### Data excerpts
◇ ◇ ◇ ◇ ◇

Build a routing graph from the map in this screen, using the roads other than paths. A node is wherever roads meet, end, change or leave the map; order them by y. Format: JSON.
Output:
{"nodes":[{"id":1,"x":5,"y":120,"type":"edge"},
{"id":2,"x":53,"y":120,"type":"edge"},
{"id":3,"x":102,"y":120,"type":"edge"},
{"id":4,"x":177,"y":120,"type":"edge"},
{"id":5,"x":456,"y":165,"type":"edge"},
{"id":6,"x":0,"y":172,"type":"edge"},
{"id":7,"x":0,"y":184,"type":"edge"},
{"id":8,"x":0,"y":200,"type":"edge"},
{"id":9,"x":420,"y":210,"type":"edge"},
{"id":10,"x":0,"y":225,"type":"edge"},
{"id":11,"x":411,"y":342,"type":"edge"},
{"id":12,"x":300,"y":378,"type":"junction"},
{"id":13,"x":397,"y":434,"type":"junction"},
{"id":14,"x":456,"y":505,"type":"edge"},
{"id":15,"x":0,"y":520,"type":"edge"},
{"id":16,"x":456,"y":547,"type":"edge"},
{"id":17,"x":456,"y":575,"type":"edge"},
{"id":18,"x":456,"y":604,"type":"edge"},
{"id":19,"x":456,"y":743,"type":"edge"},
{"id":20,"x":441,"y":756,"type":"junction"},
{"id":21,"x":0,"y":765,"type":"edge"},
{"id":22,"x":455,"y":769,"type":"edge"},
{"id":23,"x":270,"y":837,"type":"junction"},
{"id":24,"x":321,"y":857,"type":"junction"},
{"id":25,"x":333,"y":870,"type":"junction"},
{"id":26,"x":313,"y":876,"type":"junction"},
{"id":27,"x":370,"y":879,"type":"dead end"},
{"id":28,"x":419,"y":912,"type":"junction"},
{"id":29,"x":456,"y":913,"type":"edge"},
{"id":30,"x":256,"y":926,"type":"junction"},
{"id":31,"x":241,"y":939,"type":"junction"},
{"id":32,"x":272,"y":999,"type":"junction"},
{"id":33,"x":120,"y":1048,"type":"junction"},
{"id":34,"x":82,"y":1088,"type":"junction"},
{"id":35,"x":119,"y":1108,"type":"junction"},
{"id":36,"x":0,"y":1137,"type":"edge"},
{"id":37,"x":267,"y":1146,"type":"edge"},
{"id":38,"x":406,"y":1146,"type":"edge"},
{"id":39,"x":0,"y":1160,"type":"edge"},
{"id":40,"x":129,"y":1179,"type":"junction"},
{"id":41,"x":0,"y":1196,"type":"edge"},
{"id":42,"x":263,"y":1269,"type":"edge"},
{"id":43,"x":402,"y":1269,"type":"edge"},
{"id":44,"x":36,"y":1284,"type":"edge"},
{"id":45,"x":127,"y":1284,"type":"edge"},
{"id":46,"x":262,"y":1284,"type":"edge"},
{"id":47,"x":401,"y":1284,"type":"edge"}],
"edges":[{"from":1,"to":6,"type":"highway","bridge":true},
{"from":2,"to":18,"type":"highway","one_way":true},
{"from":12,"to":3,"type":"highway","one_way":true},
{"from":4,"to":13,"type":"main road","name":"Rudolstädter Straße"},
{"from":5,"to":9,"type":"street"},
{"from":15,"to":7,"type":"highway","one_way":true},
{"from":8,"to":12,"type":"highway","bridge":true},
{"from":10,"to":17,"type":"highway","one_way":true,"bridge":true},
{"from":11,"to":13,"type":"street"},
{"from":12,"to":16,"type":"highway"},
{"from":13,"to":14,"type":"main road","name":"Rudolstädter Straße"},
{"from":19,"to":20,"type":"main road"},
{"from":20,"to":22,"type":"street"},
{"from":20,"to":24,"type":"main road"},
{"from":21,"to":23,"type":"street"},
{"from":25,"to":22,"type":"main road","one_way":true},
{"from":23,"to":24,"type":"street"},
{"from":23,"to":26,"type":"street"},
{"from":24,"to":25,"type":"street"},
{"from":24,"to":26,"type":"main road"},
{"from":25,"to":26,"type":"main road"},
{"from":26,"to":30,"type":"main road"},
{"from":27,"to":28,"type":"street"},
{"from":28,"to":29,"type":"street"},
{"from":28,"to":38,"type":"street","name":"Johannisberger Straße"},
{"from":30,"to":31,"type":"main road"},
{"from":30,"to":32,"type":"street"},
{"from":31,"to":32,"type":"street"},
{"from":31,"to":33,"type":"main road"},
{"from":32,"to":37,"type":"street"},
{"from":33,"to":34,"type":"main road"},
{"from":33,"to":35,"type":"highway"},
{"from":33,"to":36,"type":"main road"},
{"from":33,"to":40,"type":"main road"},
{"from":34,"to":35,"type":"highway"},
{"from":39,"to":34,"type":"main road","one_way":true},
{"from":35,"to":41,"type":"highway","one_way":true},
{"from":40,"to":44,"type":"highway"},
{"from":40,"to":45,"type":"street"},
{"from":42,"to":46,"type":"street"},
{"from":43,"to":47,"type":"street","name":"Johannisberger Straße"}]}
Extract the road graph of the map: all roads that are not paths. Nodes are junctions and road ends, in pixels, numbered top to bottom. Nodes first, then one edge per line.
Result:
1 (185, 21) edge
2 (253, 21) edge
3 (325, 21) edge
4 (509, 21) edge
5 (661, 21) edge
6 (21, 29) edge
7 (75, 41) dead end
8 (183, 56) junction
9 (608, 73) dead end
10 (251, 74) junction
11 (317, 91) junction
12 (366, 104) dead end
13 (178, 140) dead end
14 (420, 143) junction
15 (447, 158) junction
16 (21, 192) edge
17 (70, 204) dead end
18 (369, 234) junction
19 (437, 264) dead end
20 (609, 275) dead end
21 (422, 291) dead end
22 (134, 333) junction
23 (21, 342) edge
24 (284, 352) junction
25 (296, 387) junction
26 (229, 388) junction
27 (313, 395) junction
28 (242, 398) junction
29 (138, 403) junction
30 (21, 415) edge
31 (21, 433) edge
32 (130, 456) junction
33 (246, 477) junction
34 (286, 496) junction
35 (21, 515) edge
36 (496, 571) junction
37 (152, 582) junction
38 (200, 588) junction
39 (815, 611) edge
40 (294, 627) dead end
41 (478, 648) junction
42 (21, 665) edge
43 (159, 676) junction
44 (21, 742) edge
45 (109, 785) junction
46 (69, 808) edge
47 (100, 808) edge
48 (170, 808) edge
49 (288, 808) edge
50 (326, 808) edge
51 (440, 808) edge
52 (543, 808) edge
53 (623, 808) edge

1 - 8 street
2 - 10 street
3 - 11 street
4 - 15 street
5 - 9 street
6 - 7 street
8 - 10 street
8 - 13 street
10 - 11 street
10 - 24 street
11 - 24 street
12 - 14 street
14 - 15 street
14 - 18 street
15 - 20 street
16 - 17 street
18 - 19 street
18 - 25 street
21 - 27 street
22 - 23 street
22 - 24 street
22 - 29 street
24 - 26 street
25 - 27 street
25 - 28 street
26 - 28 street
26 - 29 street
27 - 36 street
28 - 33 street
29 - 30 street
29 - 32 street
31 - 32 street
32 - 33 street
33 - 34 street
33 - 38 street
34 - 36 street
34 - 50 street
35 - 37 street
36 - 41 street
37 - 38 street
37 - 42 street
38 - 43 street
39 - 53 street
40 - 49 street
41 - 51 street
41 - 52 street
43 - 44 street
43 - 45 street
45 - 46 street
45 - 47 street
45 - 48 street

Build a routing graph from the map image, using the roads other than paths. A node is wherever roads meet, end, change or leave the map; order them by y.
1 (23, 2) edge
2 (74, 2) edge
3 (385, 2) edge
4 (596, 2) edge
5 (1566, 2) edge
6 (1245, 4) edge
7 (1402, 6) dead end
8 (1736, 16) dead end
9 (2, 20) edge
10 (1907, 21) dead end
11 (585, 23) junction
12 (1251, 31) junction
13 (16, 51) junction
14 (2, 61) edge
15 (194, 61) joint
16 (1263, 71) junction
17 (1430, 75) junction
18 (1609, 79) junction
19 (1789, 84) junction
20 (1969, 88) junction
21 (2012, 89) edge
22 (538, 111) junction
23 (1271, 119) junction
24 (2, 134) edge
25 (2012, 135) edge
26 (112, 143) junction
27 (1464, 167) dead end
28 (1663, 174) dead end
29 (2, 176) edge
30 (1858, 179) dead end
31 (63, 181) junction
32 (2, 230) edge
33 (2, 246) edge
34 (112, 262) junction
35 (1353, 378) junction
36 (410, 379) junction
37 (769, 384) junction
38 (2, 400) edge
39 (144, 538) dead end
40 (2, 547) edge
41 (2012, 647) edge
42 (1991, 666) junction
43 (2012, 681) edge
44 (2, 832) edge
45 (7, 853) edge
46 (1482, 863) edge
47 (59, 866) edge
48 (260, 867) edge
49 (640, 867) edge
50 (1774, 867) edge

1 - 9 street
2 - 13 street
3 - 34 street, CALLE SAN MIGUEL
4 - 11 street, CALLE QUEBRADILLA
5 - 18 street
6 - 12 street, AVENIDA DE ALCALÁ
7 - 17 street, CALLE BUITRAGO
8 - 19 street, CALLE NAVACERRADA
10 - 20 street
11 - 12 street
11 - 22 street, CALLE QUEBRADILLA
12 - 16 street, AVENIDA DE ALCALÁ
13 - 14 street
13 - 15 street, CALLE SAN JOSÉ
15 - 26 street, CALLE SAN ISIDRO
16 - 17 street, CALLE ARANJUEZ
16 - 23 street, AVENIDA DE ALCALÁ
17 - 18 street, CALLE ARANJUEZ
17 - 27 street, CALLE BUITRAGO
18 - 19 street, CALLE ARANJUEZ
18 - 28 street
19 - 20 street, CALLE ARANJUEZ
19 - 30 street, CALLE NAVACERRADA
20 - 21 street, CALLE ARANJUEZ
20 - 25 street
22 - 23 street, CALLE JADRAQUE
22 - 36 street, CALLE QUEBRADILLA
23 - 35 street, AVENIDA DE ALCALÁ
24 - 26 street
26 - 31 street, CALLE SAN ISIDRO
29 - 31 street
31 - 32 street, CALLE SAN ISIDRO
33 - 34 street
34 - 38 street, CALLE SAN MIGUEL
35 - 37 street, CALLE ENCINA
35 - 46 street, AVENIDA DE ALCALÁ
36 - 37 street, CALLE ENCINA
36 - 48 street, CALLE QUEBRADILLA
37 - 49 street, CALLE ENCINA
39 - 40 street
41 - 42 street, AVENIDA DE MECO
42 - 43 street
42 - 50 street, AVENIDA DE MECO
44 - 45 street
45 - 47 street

◇ ◇ ◇ ◇ ◇

### Task brief
Show every line of the data that includes the string "leave".

### Task result
Build a routing graph from the map in this screen, using the roads other than paths. A node is wherever roads meet, end, change or leave the map; order them by y. Format: JSON.
Build a routing graph from the map image, using the roads other than paths. A node is wherever roads meet, end, change or leave the map; order them by y.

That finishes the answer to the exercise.